----- Input for this task -----

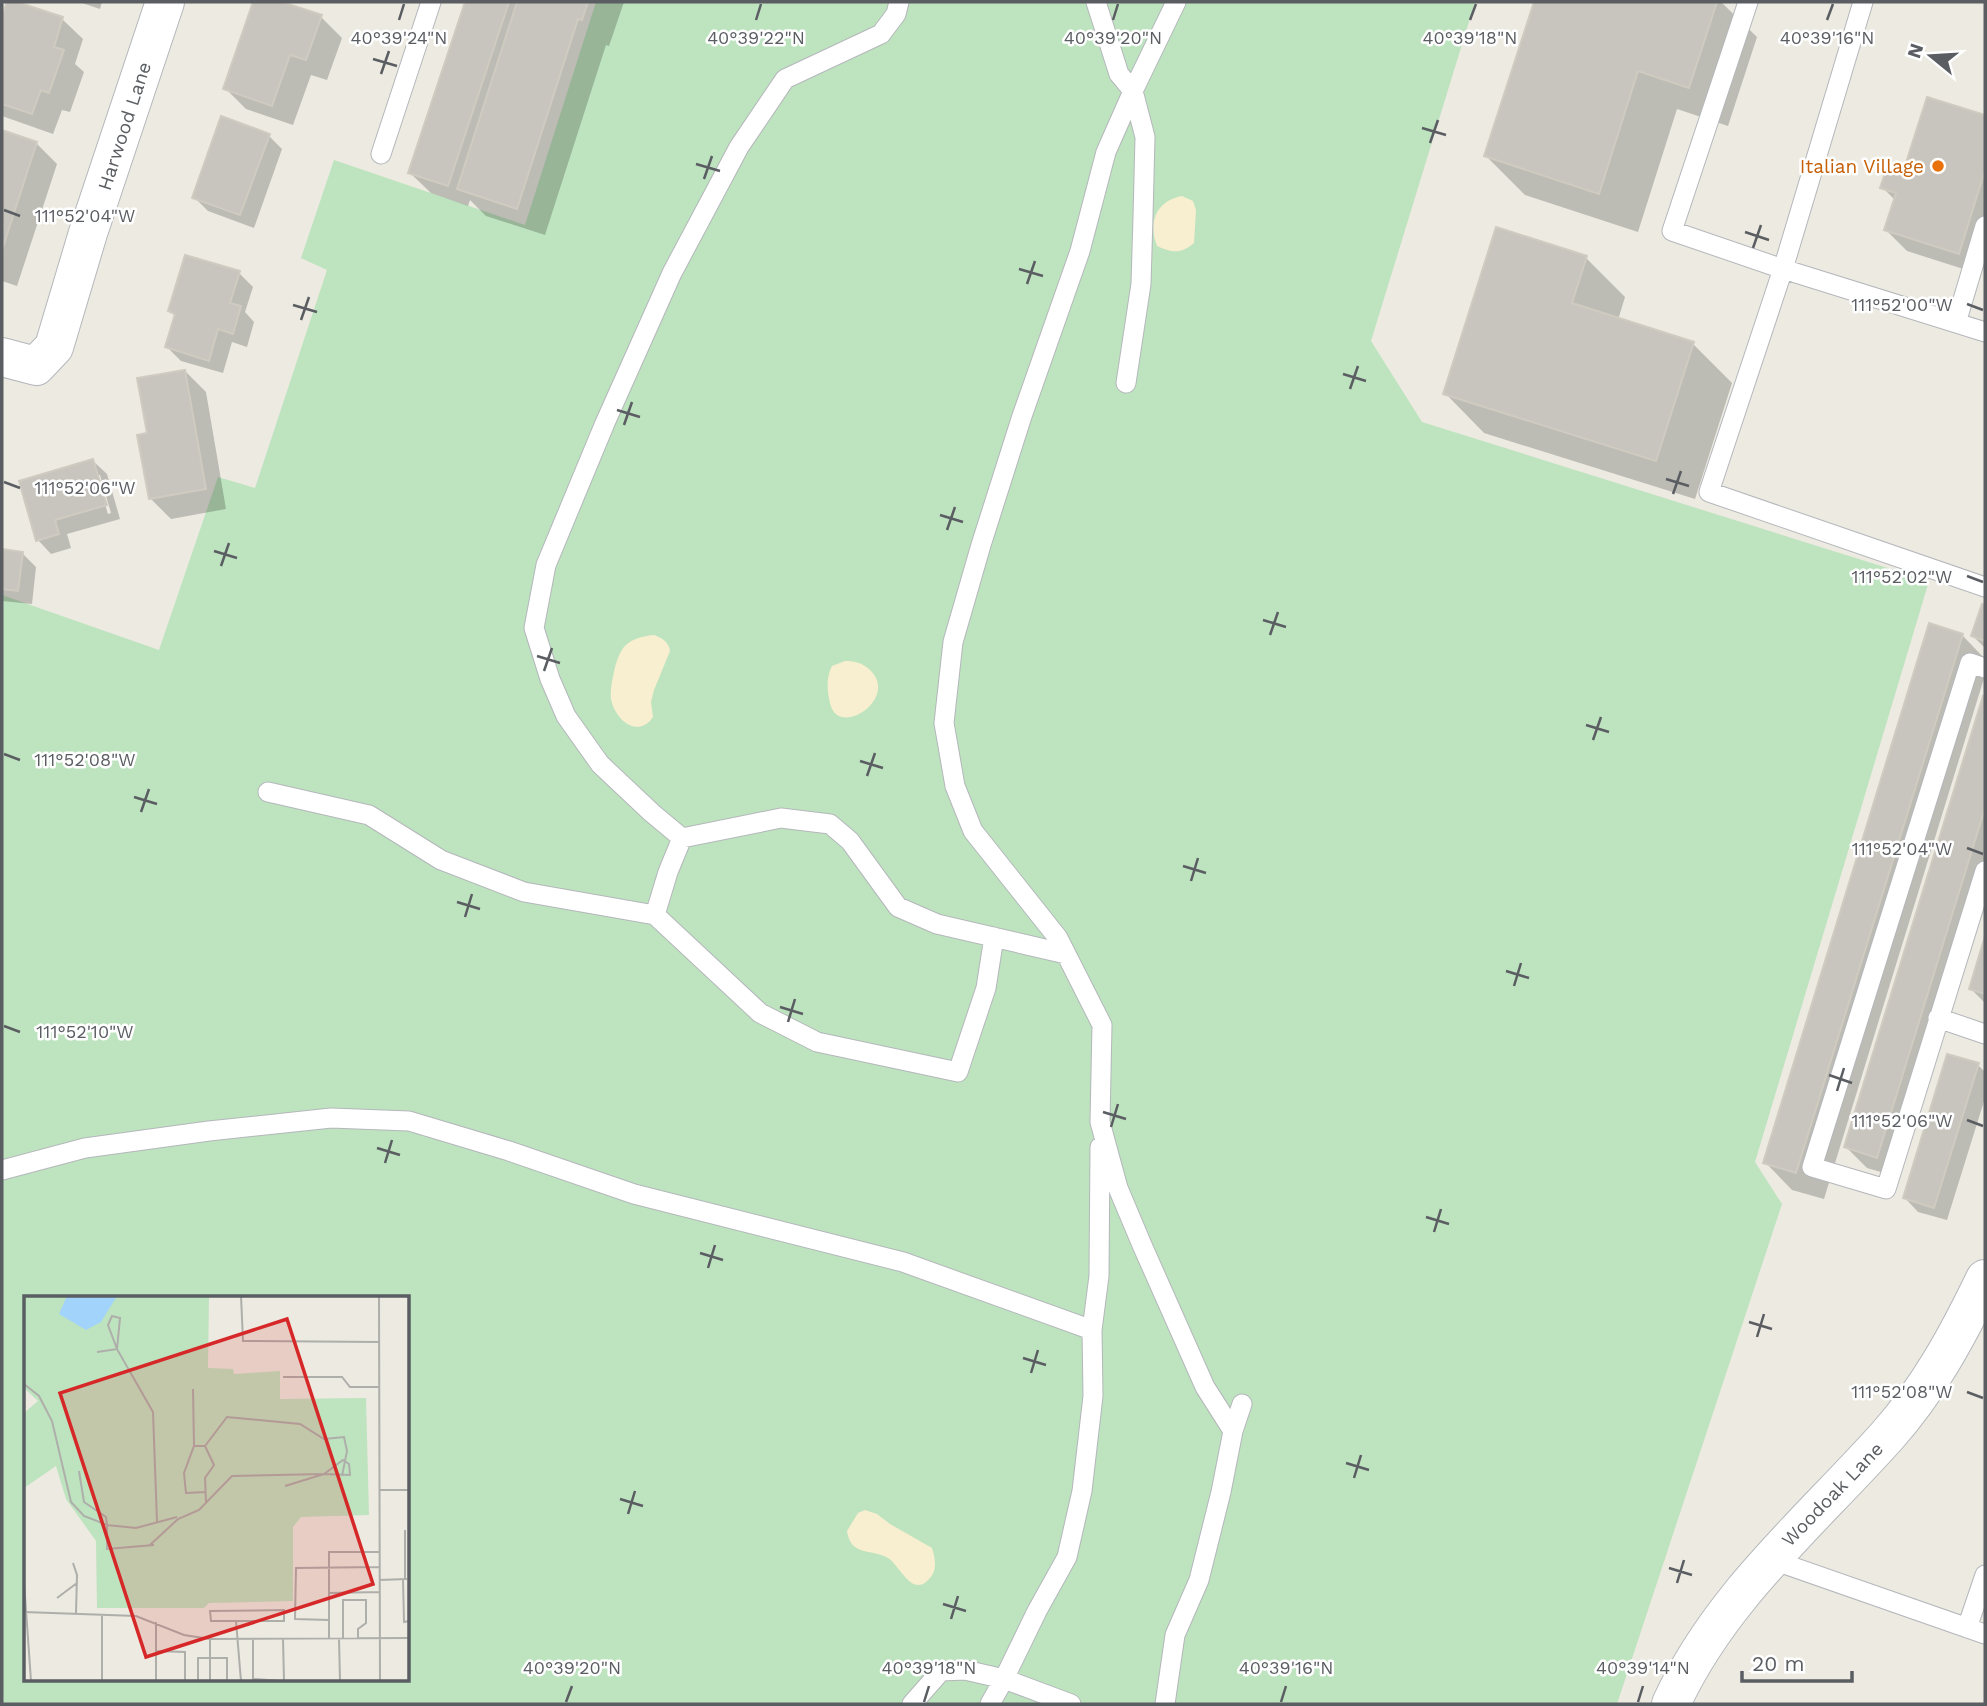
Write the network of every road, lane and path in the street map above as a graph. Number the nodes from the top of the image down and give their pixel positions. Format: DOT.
graph roads {
  1 [pos="165,2"];
  2 [pos="431,2"];
  3 [pos="899,2"];
  4 [pos="1096,2"];
  5 [pos="1176,2"];
  6 [pos="1748,2"];
  7 [pos="1863,2"];
  8 [pos="1133,91"];
  9 [pos="381,154"];
  10 [pos="1985,226"];
  11 [pos="1783,269"];
  12 [pos="1956,323"];
  13 [pos="1985,332"];
  14 [pos="19,361"];
  15 [pos="1126,383"];
  16 [pos="1985,587"];
  17 [pos="1985,668"];
  18 [pos="268,792"];
  19 [pos="682,838"];
  20 [pos="1985,871"];
  21 [pos="655,915"];
  22 [pos="994,937"];
  23 [pos="1066,954"];
  24 [pos="1938,1018"];
  25 [pos="1985,1034"];
  26 [pos="1100,1122"];
  27 [pos="2,1170"];
  28 [pos="1985,1279"];
  29 [pos="1092,1331"];
  30 [pos="1242,1404"];
  31 [pos="1233,1432"];
  32 [pos="1770,1559"];
  33 [pos="1985,1575"];
  34 [pos="1976,1631"];
  35 [pos="1004,1679"];
  36 [pos="912,1704"];
  37 [pos="990,1704"];
  38 [pos="1071,1704"];
  39 [pos="1165,1704"];
  40 [pos="1671,1704"];
  1 -- 14 [label="street, Harwood Lane"];
  2 -- 9 [label="lane"];
  3 -- 19 [label="lane"];
  4 -- 8 [label="lane"];
  5 -- 8 [label="lane"];
  6 -- 11 [label="lane"];
  7 -- 11 [label="lane"];
  8 -- 15 [label="lane"];
  8 -- 23 [label="lane"];
  10 -- 12 [label="lane"];
  11 -- 12 [label="lane"];
  11 -- 16 [label="lane"];
  12 -- 13 [label="lane"];
  17 -- 24 [label="lane"];
  18 -- 21 [label="lane"];
  19 -- 21 [label="lane"];
  19 -- 22 [label="lane"];
  20 -- 24 [label="lane"];
  21 -- 22 [label="lane"];
  22 -- 23 [label="lane"];
  23 -- 26 [label="lane"];
  24 -- 25 [label="lane"];
  26 -- 29 [label="lane"];
  26 -- 31 [label="lane"];
  27 -- 29 [label="lane"];
  28 -- 32 [label="street, Woodoak Lane"];
  29 -- 35 [label="lane"];
  30 -- 31 [label="lane"];
  31 -- 39 [label="lane"];
  32 -- 34 [label="lane"];
  32 -- 40 [label="street, Woodoak Lane"];
  33 -- 34 [label="lane"];
  35 -- 36 [label="lane"];
  35 -- 37 [label="lane"];
  35 -- 38 [label="lane"];
}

-----

> [Activity]
Only lines holding the word "graph" are wanted, so copy each of them from the records above.

> [Problem solution]
Write the network of every road, lane and path in the street map above as a graph. Number the nodes from the top of the image down and give their pixel positions. Format: DOT.
graph roads {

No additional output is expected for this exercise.